Закар заставил себя сделать шаг вперёд. Свет ударил по глазам — не солнечный свет самого купола, а просто дневной, отражённый от белых стен внутреннего двора, — и на несколько мгновений он видел перед собой только слепящее марево, сквозь которое едва угадывались очертания людей, зданий, самого храма. Он моргал, тёр глаза кулаком, чувствуя, как из них текут непрошеные слёзы — не от горя, просто от того, что тело давно отвыкло от такой яркости.
Когда зрение начало возвращаться, он увидел то, чего не видел уже много недель, — обычную жизнь храмового двора: служек, спешащих куда-то с вёдрами, пару жриц, идущих к омовельне, старуху, подметающую ступени. Никто не смотрел в его сторону — для них он был просто ещё одним человеком, которого куда-то ведут, обыденной частью пейзажа, а не тем, кто последние недели провёл в темноте, разговаривая с призраком собственной матери.
Эта обыденность резанула сильнее, чем сам свет. Он ожидал — сам не зная чего, — может, взглядов, может, шёпота за спиной. Получил только безразличие, то самое, с каким его встретили у ворот города много недель назад. Мир не заметил его отсутствия. Мир просто продолжал идти своим чередом, пока он лежал в темноте, споря с мертвецами.
Стражник довёл его до низкой двери в боковом крыле храма — туда, где, судя по звукам изнутри, уже собирались голоса, — и втолкнул его внутрь, не церемонясь.
☼
Тамар вызвали первой.
Зал, где заседали жрецы, был меньше главного храма — тесный, каменный, с единственным узким окном под потолком, откуда падал столб раскалённого света, разрезая пыльный воздух пополам. Тамар стояла перед этим светом, чувствуя, как он греет затылок, пока трое жрецов — и Авигдор, сидящий чуть в стороне, будто наблюдающий, а не участвующий, — смотрели на неё в ожидании.
— Ты навещала узника, — сказал старший жрец. Это не было вопросом.
— Навещала, — подтвердила Тамар. — Носила ему еду. Воду.
— По чьему указанию?
— По своему собственному.
По залу прошёл лёгкий шум — не удивления, скорее неодобрения, того рода, что не требует слов, чтобы быть услышанным.
— Зачем? — спросил жрец. — Он тебе не родственник. Не муж. Ты рисковала своим положением ради человека, обвинённого в неповиновении.
Тамар выпрямилась.
— Потому что даже узника нельзя оставлять умирать от жажды, — сказала она. — Я не помогала ему бежать. Не приносила оружия. Только воду и хлеб. Разве храм учит нас, что это преступление?
Жрецы переглянулись. Авигдор, до этого молчавший, подался вперёд — медленно, с той стариковской неторопливостью, что заставляла всех в зале ждать, пока он соберётся с мыслью.

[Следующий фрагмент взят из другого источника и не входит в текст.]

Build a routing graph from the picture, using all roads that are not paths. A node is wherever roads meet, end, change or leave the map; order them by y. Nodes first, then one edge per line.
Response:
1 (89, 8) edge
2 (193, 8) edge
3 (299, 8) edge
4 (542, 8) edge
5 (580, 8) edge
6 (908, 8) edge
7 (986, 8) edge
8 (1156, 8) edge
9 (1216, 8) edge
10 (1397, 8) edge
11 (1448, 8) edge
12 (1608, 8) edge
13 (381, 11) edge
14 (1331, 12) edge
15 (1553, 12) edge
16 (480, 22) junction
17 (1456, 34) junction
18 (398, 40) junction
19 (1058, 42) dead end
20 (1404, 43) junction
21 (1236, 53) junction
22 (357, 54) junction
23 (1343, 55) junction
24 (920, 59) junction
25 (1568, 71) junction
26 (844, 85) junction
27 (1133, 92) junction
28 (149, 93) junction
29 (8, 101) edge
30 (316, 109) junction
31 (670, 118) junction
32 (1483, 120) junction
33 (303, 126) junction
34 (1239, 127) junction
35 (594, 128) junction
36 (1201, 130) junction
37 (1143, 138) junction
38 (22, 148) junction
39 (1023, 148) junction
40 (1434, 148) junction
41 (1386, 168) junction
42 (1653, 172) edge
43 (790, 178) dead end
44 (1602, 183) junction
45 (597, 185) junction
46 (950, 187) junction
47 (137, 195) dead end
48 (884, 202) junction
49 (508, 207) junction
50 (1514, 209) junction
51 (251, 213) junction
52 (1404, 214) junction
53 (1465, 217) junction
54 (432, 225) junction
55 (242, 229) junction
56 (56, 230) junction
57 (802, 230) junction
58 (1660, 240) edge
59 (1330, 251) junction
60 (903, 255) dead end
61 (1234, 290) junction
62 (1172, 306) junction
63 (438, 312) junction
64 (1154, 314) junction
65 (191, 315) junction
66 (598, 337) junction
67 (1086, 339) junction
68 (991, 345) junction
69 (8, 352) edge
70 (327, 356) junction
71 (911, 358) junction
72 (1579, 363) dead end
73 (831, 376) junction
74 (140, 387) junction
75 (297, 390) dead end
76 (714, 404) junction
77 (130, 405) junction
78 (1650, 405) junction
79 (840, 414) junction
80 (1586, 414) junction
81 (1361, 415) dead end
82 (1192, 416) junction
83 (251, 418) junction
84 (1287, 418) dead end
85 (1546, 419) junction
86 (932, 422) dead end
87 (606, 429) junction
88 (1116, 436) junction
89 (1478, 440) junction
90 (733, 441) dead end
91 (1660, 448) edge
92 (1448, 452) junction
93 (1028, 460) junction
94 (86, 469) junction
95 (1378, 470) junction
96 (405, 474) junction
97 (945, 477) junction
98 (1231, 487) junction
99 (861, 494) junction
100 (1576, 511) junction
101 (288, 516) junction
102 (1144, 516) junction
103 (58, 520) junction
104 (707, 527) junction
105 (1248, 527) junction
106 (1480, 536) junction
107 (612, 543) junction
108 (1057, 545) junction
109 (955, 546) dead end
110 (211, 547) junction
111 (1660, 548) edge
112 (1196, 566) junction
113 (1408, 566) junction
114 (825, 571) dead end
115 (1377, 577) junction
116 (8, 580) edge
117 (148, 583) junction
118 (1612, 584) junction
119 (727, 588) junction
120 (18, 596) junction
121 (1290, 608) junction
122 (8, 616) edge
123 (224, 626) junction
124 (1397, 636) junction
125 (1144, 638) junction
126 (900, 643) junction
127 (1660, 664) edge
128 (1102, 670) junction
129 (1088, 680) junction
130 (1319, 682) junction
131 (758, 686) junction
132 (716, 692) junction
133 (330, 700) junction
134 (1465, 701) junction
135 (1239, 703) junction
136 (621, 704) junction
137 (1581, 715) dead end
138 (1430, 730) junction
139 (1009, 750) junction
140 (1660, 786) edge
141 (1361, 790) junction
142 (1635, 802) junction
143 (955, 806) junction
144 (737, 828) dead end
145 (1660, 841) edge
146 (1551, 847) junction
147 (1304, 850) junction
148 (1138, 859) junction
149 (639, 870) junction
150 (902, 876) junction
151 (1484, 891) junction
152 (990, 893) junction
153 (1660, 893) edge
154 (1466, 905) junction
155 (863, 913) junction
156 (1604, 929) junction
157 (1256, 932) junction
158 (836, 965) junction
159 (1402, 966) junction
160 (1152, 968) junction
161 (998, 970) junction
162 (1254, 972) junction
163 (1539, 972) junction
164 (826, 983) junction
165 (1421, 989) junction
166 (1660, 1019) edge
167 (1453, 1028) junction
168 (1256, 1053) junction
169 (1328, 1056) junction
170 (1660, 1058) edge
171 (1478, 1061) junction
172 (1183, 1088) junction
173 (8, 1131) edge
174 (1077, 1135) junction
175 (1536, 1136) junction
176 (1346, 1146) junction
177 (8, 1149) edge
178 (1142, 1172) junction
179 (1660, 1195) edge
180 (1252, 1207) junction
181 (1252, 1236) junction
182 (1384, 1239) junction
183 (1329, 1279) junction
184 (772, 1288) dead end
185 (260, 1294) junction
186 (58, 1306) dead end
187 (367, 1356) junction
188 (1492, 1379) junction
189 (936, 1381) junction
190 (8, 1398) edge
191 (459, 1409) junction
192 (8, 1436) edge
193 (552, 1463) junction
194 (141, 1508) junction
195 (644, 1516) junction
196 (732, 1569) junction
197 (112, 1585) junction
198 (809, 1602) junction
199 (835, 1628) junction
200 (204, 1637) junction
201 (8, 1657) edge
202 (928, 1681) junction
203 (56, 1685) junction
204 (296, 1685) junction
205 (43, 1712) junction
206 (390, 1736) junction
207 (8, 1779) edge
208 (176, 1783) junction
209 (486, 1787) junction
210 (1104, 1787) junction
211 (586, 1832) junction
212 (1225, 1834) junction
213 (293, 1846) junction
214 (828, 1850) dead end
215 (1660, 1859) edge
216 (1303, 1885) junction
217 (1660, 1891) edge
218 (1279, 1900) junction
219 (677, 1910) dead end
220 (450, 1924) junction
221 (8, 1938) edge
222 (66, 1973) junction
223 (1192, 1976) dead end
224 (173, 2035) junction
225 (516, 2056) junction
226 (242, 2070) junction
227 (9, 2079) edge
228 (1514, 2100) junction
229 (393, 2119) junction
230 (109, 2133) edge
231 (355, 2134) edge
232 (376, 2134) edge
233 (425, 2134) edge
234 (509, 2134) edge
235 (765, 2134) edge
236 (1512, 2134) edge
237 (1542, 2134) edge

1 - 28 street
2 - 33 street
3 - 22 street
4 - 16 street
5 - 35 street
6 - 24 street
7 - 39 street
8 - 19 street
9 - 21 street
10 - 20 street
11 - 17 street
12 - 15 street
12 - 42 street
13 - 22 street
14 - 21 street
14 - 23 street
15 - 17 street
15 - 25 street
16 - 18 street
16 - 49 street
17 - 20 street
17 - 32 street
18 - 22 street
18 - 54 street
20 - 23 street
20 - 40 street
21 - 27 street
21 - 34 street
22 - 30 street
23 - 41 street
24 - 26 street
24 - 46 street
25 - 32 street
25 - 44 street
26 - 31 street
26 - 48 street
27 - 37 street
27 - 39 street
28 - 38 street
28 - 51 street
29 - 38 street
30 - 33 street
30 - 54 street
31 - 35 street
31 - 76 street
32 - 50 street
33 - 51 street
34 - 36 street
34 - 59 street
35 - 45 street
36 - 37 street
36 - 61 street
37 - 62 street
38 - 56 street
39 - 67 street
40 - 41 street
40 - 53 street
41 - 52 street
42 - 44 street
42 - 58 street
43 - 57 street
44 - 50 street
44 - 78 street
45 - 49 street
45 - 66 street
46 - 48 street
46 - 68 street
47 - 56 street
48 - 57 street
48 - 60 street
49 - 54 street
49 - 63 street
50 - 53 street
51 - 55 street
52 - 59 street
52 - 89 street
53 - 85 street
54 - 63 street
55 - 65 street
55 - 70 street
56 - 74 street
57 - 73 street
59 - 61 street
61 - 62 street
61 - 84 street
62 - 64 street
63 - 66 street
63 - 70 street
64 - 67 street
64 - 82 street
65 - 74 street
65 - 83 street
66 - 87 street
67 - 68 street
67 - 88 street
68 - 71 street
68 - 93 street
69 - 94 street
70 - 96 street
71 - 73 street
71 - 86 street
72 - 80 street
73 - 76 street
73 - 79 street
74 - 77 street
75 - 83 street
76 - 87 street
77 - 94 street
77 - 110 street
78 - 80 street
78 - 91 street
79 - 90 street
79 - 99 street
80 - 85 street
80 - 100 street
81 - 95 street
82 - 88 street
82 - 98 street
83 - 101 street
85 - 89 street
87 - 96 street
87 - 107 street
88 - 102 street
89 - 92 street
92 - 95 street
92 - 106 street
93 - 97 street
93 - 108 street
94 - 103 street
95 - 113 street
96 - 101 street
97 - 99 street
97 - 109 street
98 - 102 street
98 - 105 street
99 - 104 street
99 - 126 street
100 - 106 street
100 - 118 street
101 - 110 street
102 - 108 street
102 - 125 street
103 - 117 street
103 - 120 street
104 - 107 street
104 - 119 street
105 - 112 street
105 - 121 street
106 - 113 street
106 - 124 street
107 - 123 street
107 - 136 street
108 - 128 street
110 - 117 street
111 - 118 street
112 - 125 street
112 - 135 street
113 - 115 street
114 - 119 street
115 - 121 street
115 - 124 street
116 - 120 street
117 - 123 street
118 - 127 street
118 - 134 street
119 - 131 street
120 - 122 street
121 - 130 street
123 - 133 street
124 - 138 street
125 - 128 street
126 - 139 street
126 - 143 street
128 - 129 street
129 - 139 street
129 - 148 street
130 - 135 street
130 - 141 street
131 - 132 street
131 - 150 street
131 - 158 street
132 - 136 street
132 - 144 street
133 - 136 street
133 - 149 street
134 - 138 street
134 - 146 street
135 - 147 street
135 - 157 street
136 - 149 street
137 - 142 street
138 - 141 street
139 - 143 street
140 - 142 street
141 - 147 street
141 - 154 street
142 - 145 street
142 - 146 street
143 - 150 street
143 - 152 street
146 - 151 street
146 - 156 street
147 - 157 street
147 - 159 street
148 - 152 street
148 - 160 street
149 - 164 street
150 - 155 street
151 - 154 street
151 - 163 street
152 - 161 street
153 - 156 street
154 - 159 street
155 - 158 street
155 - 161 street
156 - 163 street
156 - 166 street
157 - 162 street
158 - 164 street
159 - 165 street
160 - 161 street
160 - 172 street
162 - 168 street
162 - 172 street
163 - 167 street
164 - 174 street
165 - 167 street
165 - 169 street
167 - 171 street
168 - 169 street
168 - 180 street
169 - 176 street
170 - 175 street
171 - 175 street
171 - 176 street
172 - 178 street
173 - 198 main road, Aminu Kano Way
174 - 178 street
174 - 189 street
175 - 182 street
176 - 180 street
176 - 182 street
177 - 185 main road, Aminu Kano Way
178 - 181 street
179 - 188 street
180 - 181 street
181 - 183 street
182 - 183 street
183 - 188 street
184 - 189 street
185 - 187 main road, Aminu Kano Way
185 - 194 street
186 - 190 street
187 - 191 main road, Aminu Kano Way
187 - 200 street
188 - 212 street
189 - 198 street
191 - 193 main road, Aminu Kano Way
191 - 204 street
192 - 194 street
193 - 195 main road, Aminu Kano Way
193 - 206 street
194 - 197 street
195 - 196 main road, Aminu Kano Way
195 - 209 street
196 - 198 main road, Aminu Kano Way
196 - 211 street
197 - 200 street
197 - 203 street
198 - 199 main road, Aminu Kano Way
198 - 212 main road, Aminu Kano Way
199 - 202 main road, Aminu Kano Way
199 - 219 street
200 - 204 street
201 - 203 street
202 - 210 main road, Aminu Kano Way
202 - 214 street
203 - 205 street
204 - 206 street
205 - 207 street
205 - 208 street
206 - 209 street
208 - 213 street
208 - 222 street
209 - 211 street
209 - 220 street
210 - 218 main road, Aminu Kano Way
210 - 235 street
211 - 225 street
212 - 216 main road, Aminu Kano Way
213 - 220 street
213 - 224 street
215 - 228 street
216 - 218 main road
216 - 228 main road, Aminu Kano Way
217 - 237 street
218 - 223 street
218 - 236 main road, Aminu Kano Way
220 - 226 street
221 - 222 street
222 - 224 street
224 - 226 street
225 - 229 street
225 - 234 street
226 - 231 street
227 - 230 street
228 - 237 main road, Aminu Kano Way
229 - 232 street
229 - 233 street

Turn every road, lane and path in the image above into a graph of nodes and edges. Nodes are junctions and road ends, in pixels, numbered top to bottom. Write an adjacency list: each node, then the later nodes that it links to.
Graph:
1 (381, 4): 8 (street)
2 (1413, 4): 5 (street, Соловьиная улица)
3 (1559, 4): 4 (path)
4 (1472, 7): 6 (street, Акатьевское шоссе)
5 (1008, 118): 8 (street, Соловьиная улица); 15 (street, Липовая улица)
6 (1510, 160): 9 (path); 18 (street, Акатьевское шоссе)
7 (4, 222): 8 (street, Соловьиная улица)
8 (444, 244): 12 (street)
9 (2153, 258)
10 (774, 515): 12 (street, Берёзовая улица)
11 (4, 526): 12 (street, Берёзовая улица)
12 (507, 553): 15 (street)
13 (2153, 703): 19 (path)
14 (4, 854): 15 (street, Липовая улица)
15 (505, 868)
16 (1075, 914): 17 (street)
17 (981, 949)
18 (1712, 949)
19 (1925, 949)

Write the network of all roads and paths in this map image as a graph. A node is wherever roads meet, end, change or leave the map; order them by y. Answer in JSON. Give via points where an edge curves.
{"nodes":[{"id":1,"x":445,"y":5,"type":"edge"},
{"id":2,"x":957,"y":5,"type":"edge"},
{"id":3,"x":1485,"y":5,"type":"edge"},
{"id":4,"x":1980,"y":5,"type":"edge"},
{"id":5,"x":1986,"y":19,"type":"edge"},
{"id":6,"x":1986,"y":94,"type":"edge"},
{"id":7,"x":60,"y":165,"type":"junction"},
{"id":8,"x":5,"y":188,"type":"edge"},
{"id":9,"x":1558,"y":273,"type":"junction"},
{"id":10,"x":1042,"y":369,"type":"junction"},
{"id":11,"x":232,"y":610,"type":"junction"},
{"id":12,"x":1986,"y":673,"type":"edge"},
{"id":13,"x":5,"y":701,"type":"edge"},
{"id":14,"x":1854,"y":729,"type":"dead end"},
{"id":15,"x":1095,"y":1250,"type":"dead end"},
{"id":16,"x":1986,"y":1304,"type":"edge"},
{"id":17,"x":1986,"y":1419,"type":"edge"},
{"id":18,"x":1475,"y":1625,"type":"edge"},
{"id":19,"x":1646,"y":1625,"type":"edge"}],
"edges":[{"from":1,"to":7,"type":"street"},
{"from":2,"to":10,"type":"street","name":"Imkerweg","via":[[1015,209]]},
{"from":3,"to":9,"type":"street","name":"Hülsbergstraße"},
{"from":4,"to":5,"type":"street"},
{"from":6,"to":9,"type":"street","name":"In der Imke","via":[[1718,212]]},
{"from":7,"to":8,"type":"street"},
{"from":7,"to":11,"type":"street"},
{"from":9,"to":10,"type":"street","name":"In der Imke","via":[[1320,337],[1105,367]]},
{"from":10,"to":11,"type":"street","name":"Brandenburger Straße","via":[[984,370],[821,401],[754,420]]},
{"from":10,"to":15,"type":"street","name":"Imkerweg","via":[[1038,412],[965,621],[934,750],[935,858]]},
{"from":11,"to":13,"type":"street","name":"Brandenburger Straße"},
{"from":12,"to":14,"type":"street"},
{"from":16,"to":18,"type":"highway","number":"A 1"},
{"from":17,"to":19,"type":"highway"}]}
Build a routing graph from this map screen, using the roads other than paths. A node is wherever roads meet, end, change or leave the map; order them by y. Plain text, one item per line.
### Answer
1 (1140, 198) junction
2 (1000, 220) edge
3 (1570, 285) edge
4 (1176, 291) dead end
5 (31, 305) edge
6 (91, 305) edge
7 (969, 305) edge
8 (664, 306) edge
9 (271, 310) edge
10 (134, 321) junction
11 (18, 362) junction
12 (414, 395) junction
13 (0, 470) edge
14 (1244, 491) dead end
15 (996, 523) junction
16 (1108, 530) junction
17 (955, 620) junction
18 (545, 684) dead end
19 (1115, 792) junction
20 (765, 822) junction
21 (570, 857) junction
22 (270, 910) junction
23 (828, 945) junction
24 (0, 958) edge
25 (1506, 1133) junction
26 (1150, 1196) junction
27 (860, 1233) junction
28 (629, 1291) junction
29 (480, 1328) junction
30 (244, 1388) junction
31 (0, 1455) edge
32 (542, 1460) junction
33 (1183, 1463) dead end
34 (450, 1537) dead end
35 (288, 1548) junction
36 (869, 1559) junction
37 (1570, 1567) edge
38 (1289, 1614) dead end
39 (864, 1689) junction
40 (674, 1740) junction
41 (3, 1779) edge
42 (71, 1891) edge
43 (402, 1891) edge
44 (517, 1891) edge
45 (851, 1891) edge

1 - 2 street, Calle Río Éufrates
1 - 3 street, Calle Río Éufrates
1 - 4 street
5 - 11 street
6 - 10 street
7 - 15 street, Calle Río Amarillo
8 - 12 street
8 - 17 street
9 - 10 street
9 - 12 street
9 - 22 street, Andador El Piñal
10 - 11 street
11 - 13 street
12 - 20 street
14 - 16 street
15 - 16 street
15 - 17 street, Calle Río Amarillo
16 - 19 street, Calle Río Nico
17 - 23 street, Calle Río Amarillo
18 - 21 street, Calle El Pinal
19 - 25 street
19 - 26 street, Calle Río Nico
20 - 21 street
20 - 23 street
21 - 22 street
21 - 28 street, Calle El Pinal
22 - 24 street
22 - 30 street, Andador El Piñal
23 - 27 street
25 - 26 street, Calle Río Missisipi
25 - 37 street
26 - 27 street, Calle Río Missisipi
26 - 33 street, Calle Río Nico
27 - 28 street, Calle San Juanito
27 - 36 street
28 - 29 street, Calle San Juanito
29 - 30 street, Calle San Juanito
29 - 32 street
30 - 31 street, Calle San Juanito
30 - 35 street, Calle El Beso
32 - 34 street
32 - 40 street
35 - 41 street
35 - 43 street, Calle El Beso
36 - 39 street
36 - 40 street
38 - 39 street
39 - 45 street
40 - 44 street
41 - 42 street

— Как он вел себя, когда ты приходила? — спросил Авигдор мягко, почти по-отечески. — Опиши.
— Он был слабым, — сказала Тамар. — Испуганным. Он… — она замялась, подбирая слова, которые не прозвучали бы предательством того, что она видела, — он много говорил сам с собой. Особенно в первые визиты. Я думаю, темнота и жажда сводят с ума быстрее, чем можно представить, если не видеть этого своими глазами.
— Сам с собой, — медленно повторил Авигдор, будто пробуя слова на вкус. — Ты уверена, что сам с собой? А не с кем-то, кого ты не видела?
Тамар нахмурилась, не понимая, к чему он клонит.
— Там больше никого не было, — сказала она. — Только он. И я, когда приходила.
— Именно, — сказал Авигдор тихо, и в этом единственном слове было что-то, отчего у Тамар похолодело внутри, хотя она ещё не понимала почему. — Именно это меня и интересует.
— Он не сумасшедший, — сказала Тамар быстрее, чем успела подумать, испугавшись направления, которое принимал разговор. — Он измучен. Это разные вещи.
— Разумеется, разные, — согласился Авигдор с той же мягкостью, что не оставляла сомнений: он не разубеждён, а просто не хочет спорить сейчас. — Скажи мне ещё одно. Когда он говорил сам с собой — он называл кого-то по имени?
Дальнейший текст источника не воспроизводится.